◆ Work to be completed ◆
Counting every line in the entries below where the word "ends" occurs, report how many there are. Give only that number.

━━━ Given records ━━━

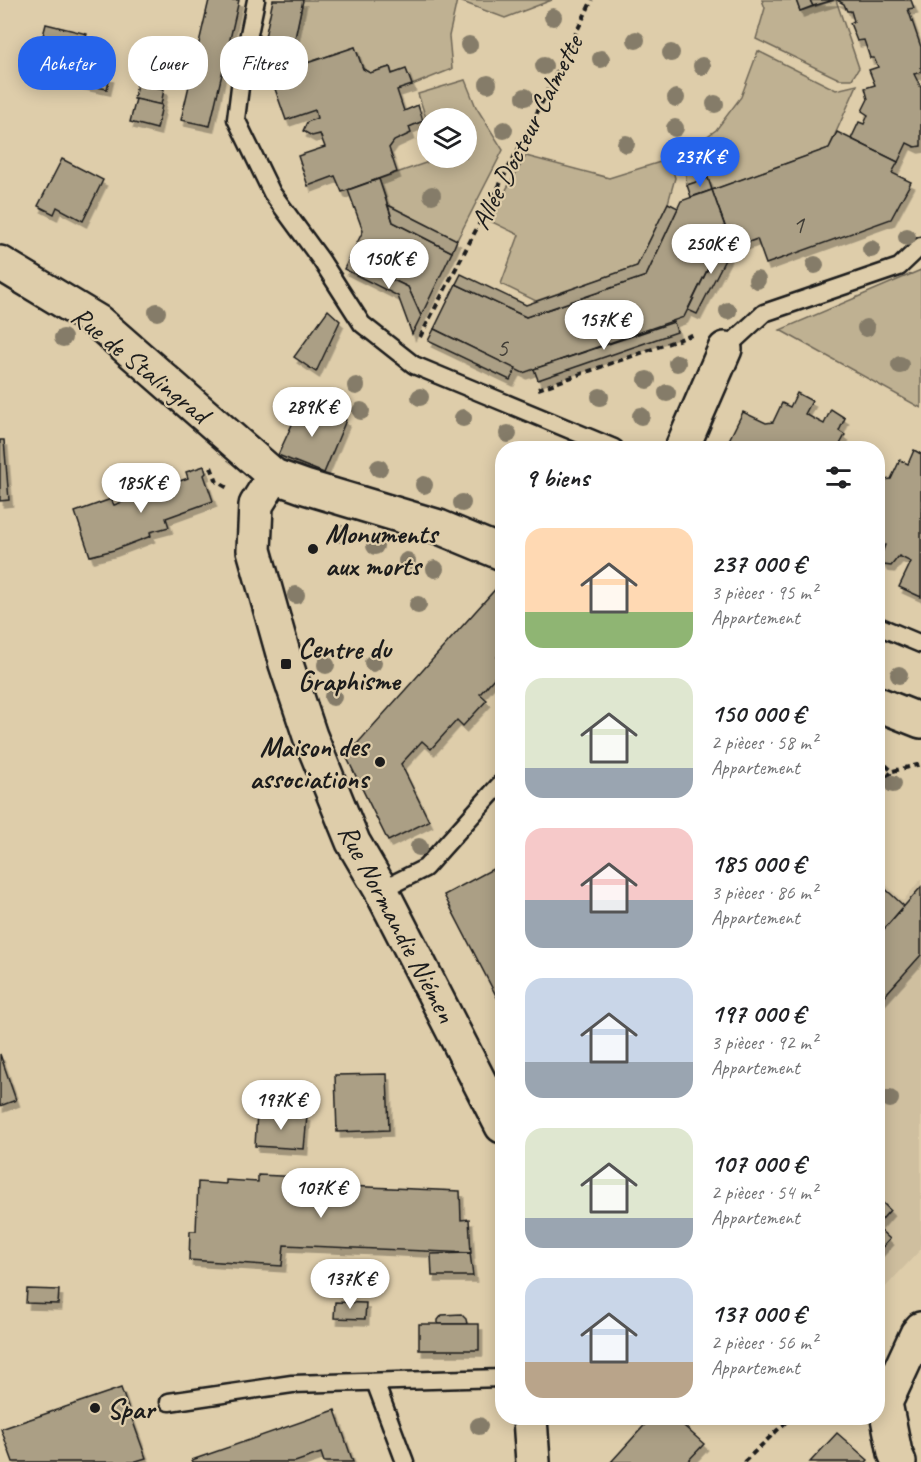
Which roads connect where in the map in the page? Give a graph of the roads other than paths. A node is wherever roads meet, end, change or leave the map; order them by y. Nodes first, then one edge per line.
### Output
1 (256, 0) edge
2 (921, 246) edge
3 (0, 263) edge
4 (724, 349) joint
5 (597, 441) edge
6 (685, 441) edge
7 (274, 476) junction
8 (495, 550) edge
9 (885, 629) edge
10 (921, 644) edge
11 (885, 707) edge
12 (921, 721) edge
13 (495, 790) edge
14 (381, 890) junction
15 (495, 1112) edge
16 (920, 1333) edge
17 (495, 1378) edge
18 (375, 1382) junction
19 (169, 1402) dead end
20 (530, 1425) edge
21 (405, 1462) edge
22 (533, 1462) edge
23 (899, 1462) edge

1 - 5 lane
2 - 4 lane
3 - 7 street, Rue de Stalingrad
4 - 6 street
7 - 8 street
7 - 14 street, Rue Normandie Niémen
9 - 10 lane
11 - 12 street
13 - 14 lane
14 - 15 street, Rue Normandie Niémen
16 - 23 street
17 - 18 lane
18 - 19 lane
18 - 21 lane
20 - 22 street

━━━
━━━ Given records ━━━

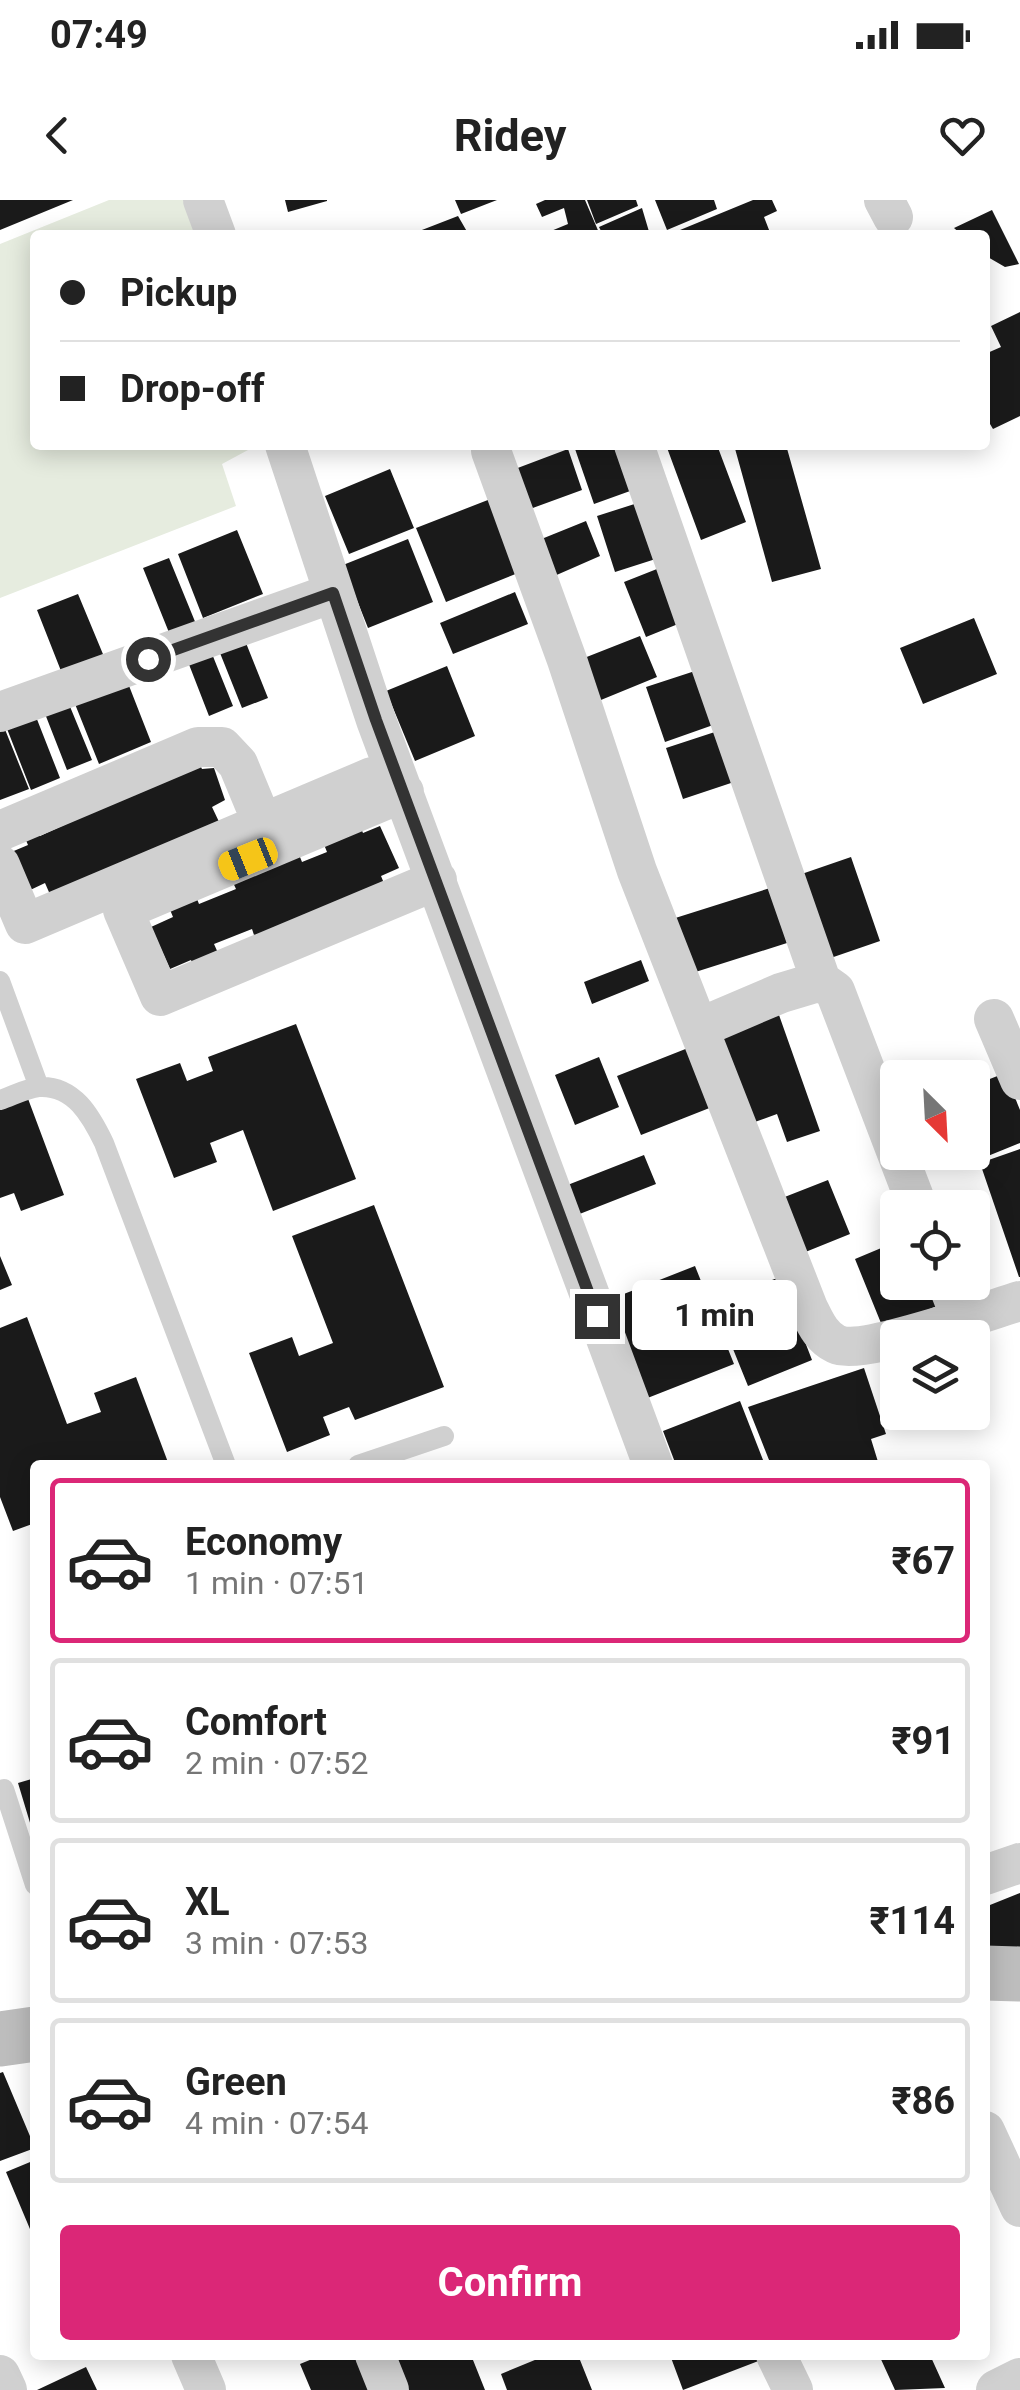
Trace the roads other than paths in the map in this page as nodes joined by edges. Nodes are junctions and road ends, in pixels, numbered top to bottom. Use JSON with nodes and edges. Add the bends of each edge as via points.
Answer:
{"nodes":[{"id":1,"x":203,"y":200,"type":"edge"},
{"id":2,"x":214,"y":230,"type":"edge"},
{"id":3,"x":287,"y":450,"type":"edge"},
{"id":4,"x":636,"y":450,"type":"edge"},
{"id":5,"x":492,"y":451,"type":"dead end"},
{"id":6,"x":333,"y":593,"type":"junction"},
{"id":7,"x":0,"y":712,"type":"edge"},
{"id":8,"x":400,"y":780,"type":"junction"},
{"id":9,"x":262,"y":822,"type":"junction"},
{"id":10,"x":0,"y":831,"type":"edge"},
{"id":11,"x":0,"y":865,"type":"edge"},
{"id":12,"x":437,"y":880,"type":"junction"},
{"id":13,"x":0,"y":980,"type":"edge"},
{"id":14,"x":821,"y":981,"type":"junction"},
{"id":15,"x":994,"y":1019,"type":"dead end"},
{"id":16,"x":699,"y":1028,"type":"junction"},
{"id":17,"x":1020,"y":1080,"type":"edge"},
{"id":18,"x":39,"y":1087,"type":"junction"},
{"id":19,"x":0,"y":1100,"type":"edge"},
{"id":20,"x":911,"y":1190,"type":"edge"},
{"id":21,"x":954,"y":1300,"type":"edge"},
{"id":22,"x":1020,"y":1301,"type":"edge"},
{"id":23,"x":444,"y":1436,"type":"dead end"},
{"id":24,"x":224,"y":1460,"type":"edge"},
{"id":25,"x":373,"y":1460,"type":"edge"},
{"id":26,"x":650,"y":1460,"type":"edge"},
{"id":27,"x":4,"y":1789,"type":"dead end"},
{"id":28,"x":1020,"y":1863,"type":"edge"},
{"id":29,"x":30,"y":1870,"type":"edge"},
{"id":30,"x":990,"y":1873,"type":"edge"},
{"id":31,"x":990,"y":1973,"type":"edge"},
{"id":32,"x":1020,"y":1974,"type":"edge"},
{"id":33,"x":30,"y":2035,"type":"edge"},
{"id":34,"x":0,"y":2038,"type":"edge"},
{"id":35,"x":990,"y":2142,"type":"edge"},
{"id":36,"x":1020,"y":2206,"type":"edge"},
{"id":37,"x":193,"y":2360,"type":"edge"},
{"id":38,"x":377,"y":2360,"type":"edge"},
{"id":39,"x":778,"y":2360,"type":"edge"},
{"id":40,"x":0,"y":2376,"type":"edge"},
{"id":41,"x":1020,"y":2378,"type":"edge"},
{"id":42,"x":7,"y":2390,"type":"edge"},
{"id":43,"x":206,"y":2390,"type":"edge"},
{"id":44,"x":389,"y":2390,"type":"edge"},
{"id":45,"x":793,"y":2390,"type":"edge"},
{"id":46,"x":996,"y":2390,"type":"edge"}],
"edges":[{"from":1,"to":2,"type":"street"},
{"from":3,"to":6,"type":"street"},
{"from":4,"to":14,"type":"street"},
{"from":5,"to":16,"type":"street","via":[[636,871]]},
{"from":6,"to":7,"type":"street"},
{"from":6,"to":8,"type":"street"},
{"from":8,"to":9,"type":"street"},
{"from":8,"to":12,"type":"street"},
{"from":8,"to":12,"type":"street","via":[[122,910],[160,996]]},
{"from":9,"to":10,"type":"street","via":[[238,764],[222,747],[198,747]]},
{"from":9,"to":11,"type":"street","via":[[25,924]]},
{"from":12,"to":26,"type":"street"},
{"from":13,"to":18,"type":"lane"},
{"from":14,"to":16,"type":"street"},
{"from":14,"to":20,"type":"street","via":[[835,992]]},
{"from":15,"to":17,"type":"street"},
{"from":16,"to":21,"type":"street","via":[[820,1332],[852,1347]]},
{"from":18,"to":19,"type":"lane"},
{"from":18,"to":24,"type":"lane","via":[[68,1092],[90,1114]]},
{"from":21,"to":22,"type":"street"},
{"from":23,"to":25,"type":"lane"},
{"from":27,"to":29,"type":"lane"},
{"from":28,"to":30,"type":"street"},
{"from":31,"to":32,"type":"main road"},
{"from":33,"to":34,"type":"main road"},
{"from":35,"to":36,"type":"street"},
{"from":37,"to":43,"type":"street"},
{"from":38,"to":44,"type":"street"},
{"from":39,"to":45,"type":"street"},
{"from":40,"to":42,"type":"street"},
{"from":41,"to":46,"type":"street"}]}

━━━
━━━ Given records ━━━

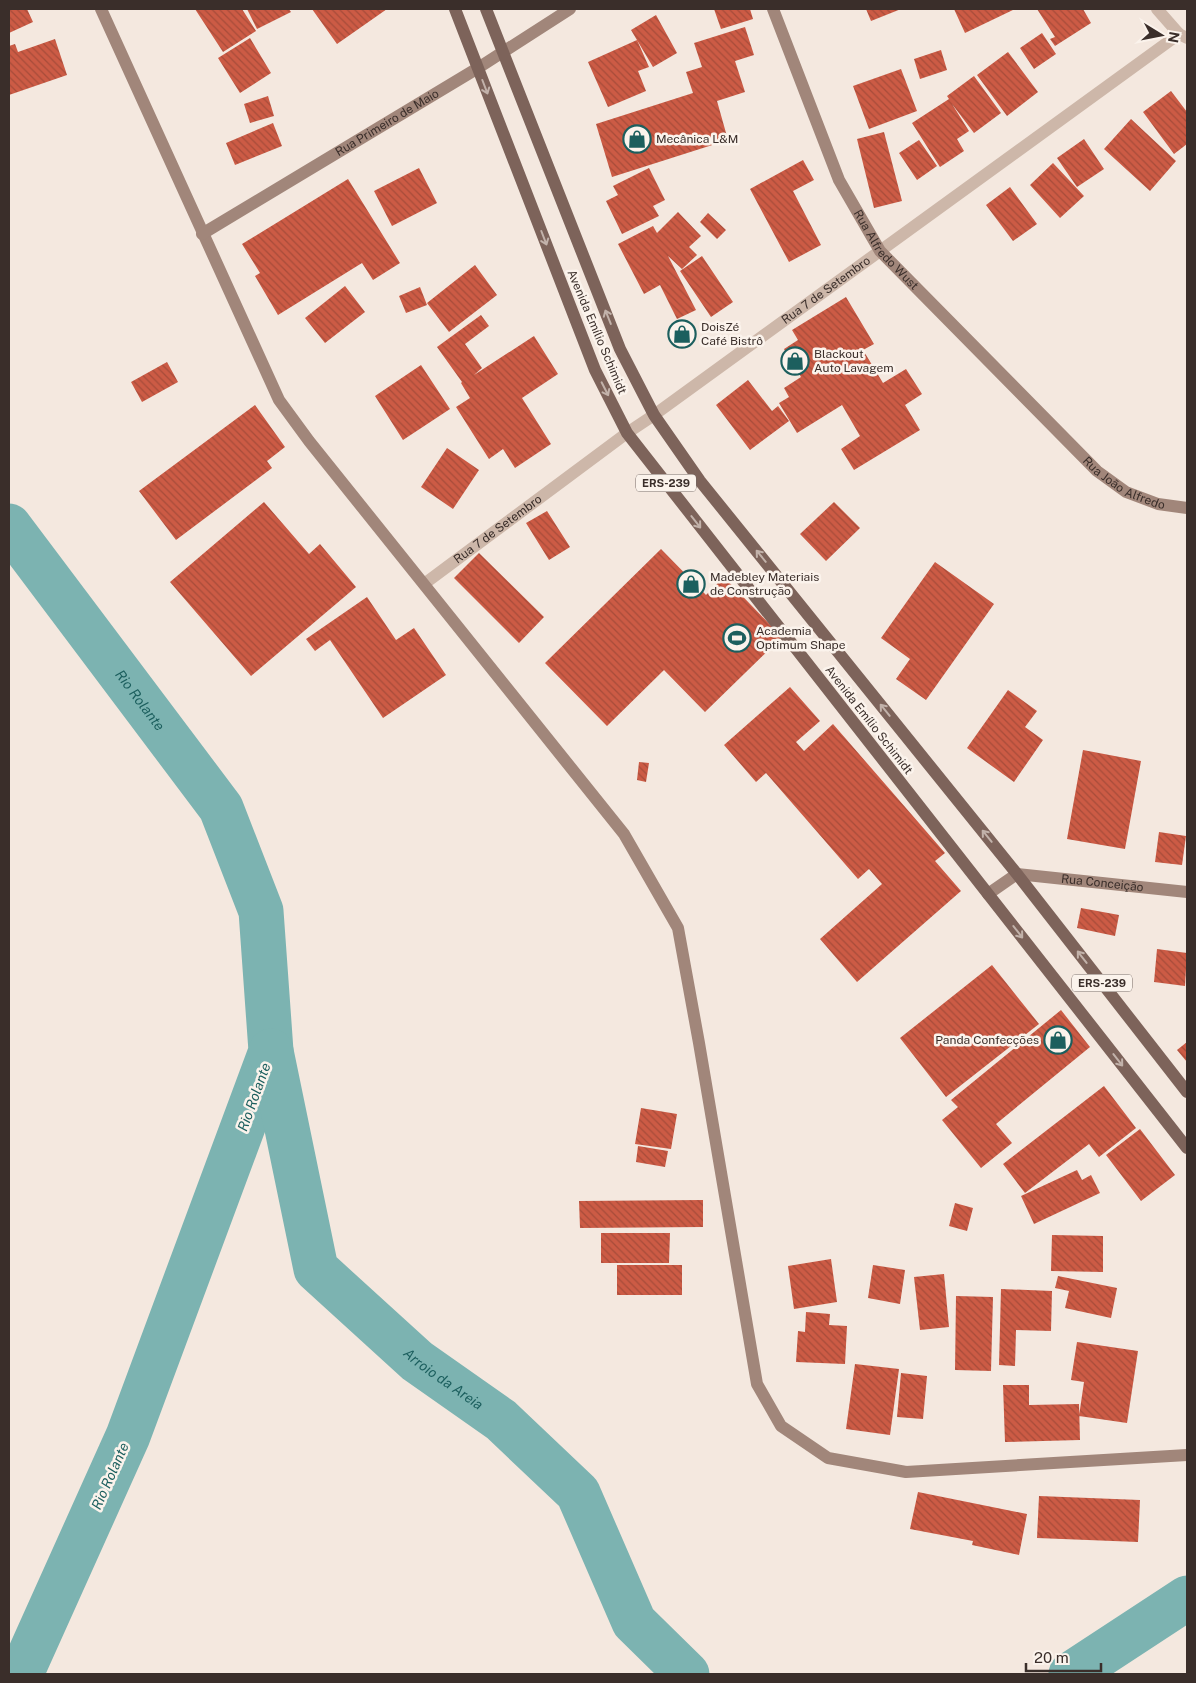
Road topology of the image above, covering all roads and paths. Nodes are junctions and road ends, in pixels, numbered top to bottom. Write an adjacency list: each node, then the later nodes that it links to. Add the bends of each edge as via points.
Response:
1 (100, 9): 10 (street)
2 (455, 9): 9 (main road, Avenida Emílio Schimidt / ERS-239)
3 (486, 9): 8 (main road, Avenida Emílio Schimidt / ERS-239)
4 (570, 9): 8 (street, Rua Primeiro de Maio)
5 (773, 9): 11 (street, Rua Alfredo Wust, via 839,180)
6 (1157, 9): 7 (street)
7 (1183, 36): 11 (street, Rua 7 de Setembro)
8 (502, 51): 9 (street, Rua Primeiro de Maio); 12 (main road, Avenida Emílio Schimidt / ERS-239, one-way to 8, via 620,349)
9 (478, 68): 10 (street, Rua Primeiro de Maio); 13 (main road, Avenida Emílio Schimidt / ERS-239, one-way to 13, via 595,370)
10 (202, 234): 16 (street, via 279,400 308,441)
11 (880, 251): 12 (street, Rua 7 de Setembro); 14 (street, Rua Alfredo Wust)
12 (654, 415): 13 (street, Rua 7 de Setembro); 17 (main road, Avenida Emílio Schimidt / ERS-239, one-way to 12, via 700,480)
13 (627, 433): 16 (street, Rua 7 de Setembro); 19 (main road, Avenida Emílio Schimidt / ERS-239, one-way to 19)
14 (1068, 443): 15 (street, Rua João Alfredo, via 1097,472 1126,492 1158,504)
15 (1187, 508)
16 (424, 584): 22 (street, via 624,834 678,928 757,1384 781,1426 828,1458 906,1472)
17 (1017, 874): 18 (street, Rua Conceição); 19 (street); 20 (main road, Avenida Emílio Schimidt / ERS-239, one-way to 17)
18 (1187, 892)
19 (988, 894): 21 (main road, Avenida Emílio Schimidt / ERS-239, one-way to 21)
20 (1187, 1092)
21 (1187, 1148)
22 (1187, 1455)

━━━

◆ Expected answer ◆
2